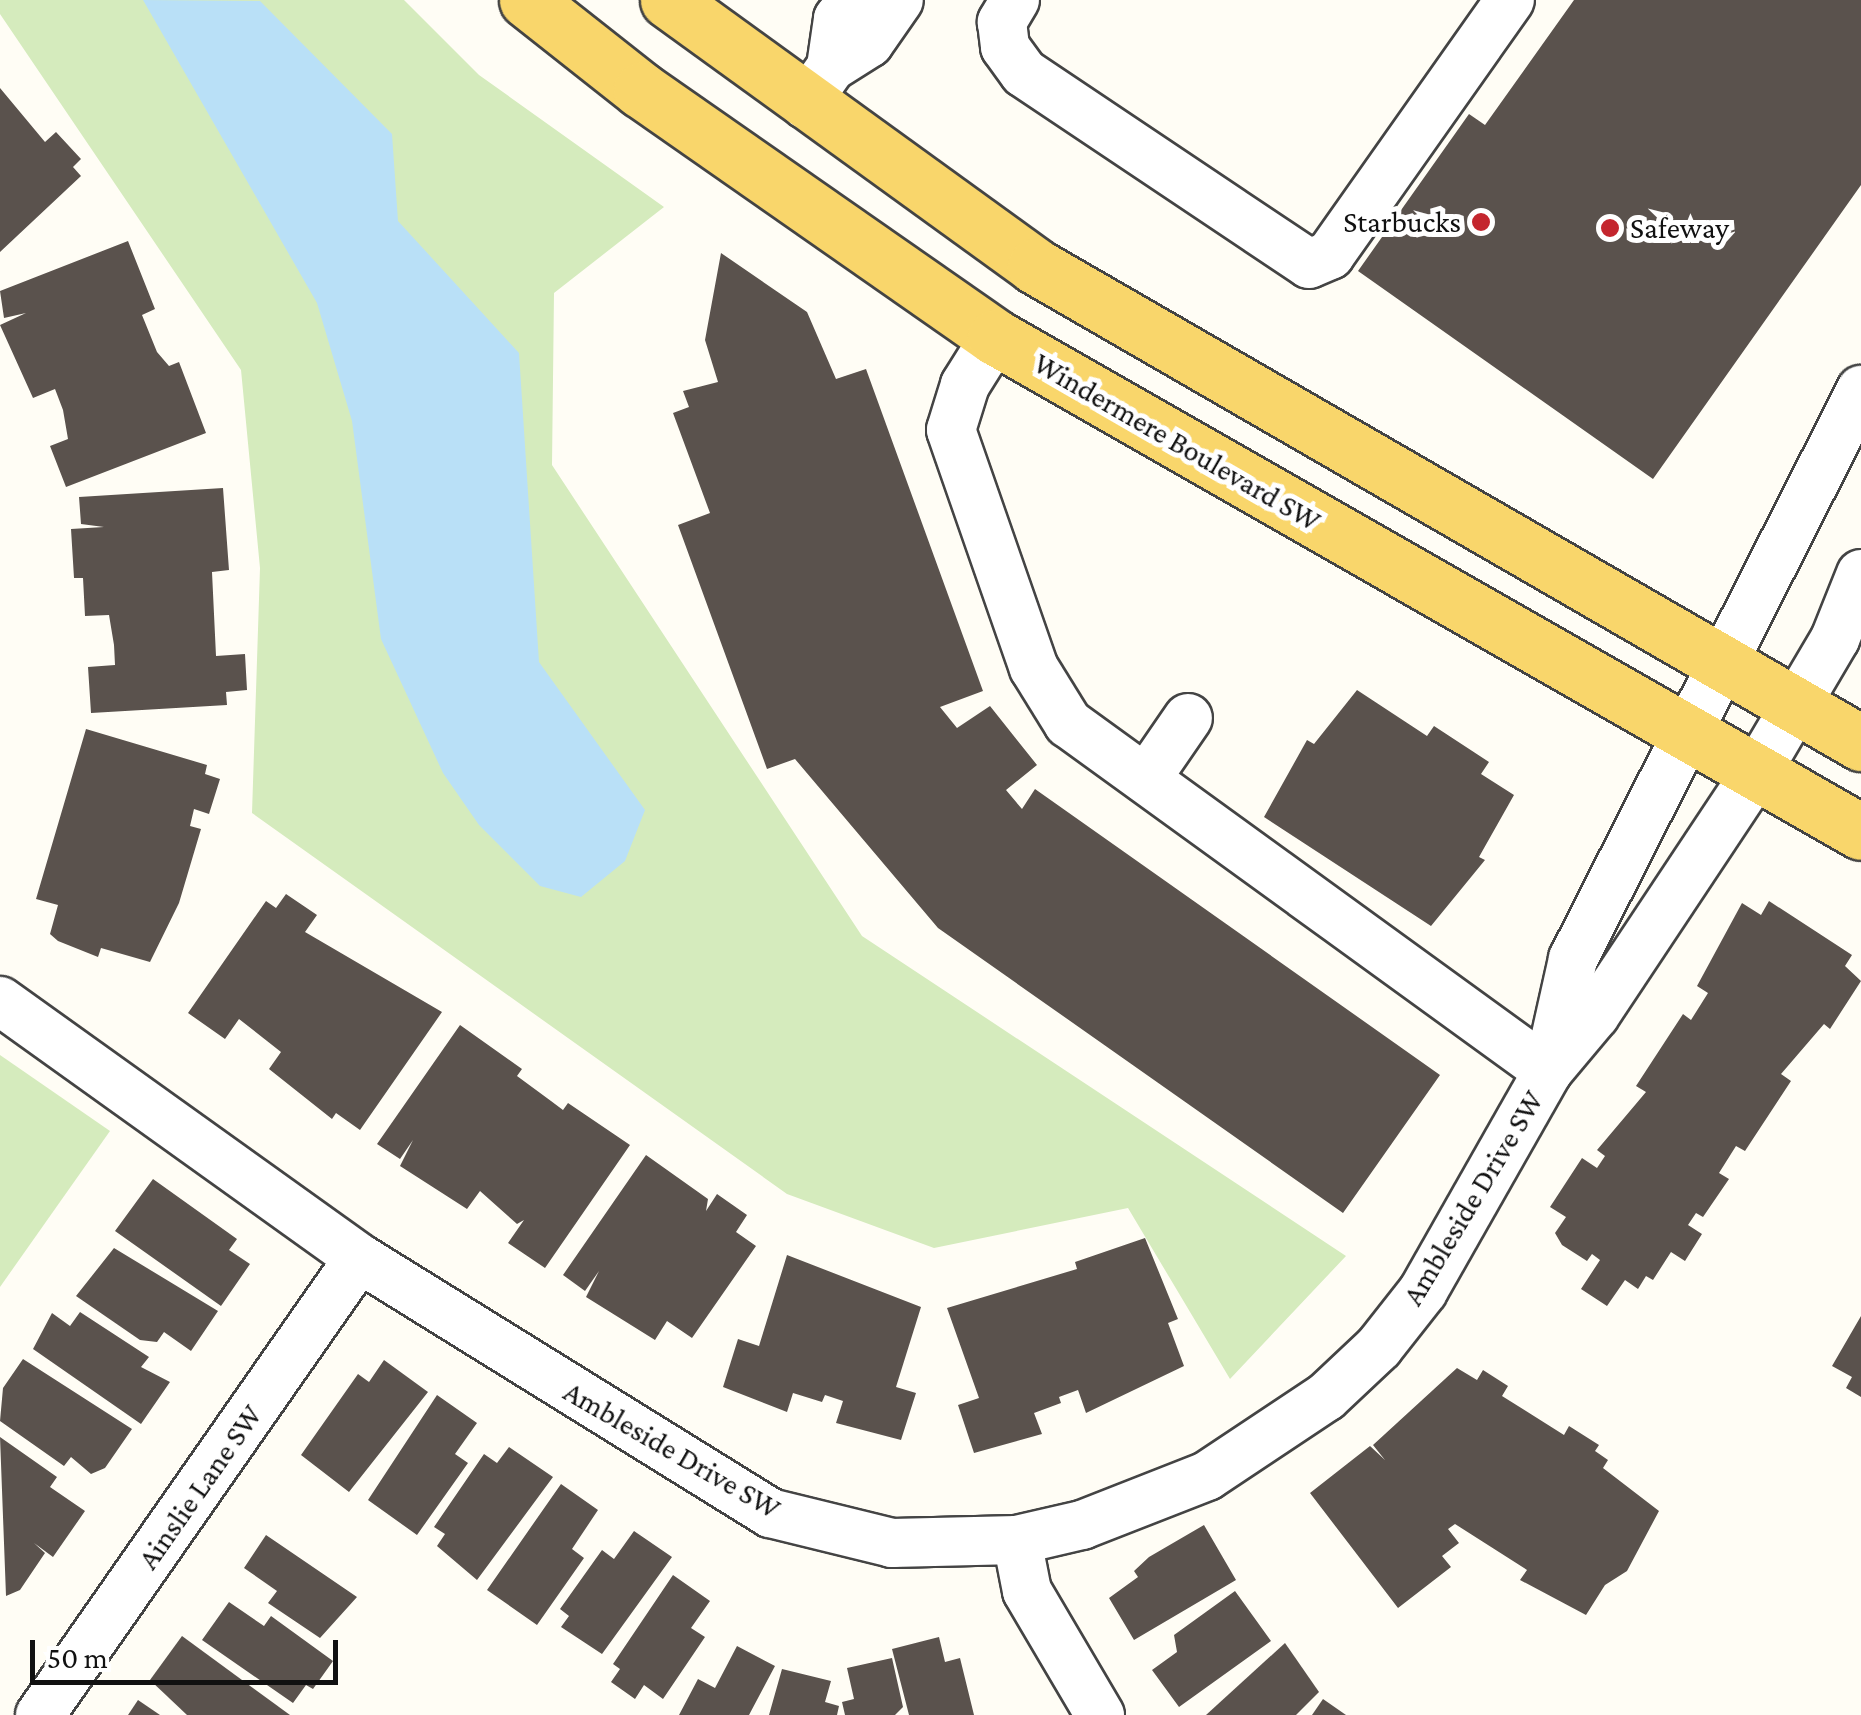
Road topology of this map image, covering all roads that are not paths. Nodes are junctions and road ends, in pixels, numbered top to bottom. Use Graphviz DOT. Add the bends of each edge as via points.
graph roads {
  1 [pos="527,0"];
  2 [pos="668,0"];
  3 [pos="852,0"];
  4 [pos="899,0"];
  5 [pos="1015,0"];
  6 [pos="1510,0"];
  7 [pos="818,85"];
  8 [pos="995,336"];
  9 [pos="1861,390"];
  10 [pos="1861,574"];
  11 [pos="1724,667"];
  12 [pos="1797,707"];
  13 [pos="1188,718"];
  14 [pos="1686,732"];
  15 [pos="1861,742"];
  16 [pos="1756,773"];
  17 [pos="1146,779"];
  18 [pos="1861,832"];
  19 [pos="0,1001"];
  20 [pos="1548,1070"];
  21 [pos="358,1258"];
  22 [pos="1017,1540"];
  23 [pos="40,1715"];
  24 [pos="1100,1715"];
  1 -- 8 [label="main road, Windermere Boulevard SW" via="641,90"];
  2 -- 7 [label="main road"];
  3 -- 7 [label="street" via="838,19"];
  4 -- 7 [label="street" via="869,43"];
  5 -- 6 [label="street" via="1002,22 1005,47 1024,73 1310,264 1330,255"];
  7 -- 11 [label="main road" via="1050,275"];
  8 -- 14 [label="main road, Windermere Boulevard SW"];
  8 -- 17 [label="street" via="965,385 951,430 1034,668 1068,724"];
  9 -- 11 [label="street, Ambleside Drive SW"];
  10 -- 12 [label="street, Ambleside Drive SW"];
  11 -- 12 [label="main road"];
  11 -- 14 [label="street, Ambleside Drive SW"];
  12 -- 15 [label="main road"];
  12 -- 16 [label="street, Ambleside Drive SW"];
  13 -- 17 [label="street"];
  14 -- 16 [label="main road, Windermere Boulevard SW"];
  14 -- 20 [label="street, Ambleside Drive SW" via="1573,959"];
  16 -- 18 [label="main road, Windermere Boulevard SW"];
  16 -- 20 [label="street, Ambleside Drive SW" via="1595,1014"];
  17 -- 20 [label="street"];
  19 -- 21 [label="street, Ambleside Drive SW"];
  20 -- 22 [label="street, Ambleside Drive SW" via="1423,1292 1326,1397 1207,1476 1082,1525"];
  21 -- 22 [label="street, Ambleside Drive SW" via="770,1512 892,1543"];
  21 -- 23 [label="street, Ainslie Lane SW"];
  22 -- 24 [label="street" via="1027,1591"];
}
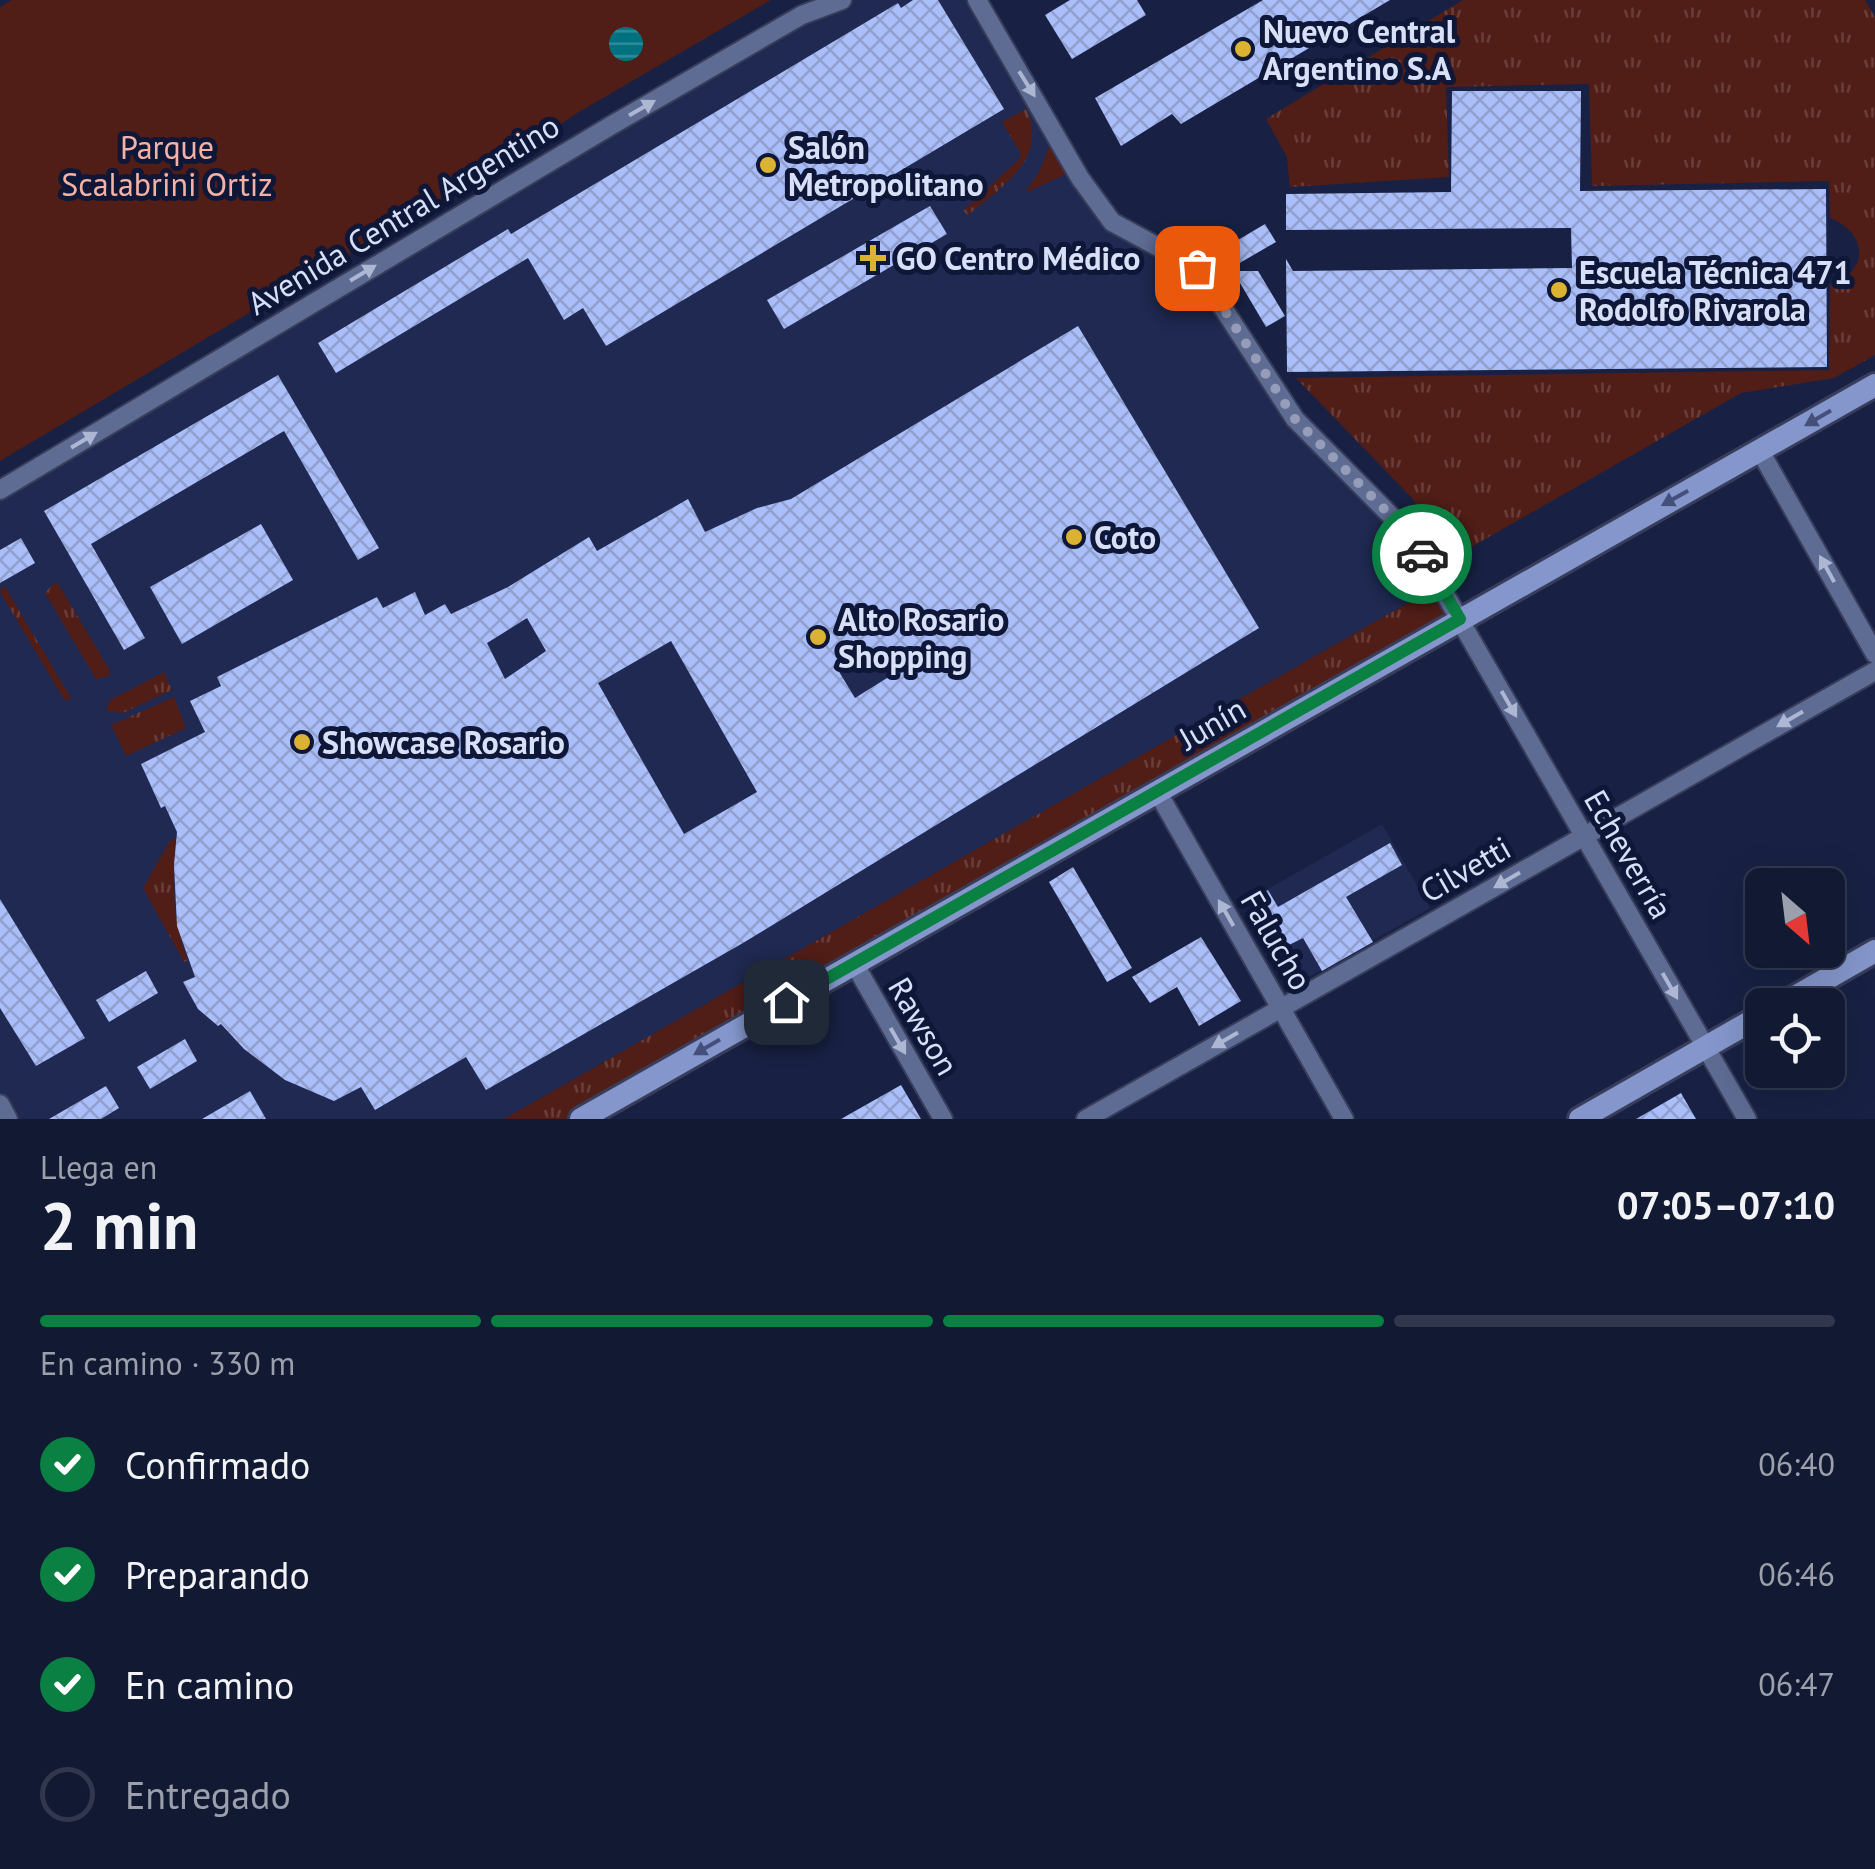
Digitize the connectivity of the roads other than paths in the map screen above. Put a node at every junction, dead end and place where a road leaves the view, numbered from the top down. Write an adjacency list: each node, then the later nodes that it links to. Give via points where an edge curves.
1 (842, 0): 5 (street, Avenida Central Argentino, one-way to 1, via 612,125 802,15)
2 (977, 0): 6 (street, Echeverría, one-way to 6, via 1112,222 1197,268 1295,419 1412,537)
3 (1875, 385): 4 (main road, Junín, one-way to 4)
4 (1760, 450): 6 (main road, Junín, one-way to 6); 7 (street, one-way to 4)
5 (0, 490)
6 (1460, 619): 9 (main road, Junín); 10 (street, Echeverría, one-way to 10)
7 (1875, 654)
8 (1875, 672): 10 (street, Cilvetti, one-way to 10)
9 (1157, 791): 12 (main road, Junín); 14 (street, Falucho, one-way to 9)
10 (1584, 836): 14 (street, Cilvetti, one-way to 14); 16 (street, Echeverría, one-way to 16)
11 (1875, 951): 13 (main road)
12 (854, 963): 19 (main road, Junín, one-way to 19); 20 (street, Rawson, one-way to 20)
13 (1810, 988)
14 (1281, 1008): 21 (street, Cilvetti, one-way to 21); 22 (street, Falucho)
15 (1745, 1025): 16 (main road)
16 (1706, 1048): 23 (main road); 24 (street, Echeverría)
17 (0, 1104): 18 (street)
18 (8, 1119)
19 (582, 1119)
20 (943, 1119)
21 (1086, 1119)
22 (1344, 1119)
23 (1580, 1119)
24 (1746, 1119)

- [WORK TO BE COMPLETED]:
Tally the lines above that include the word "Falucho"; answer with the total only.

- [RESPONSE BOX]:
2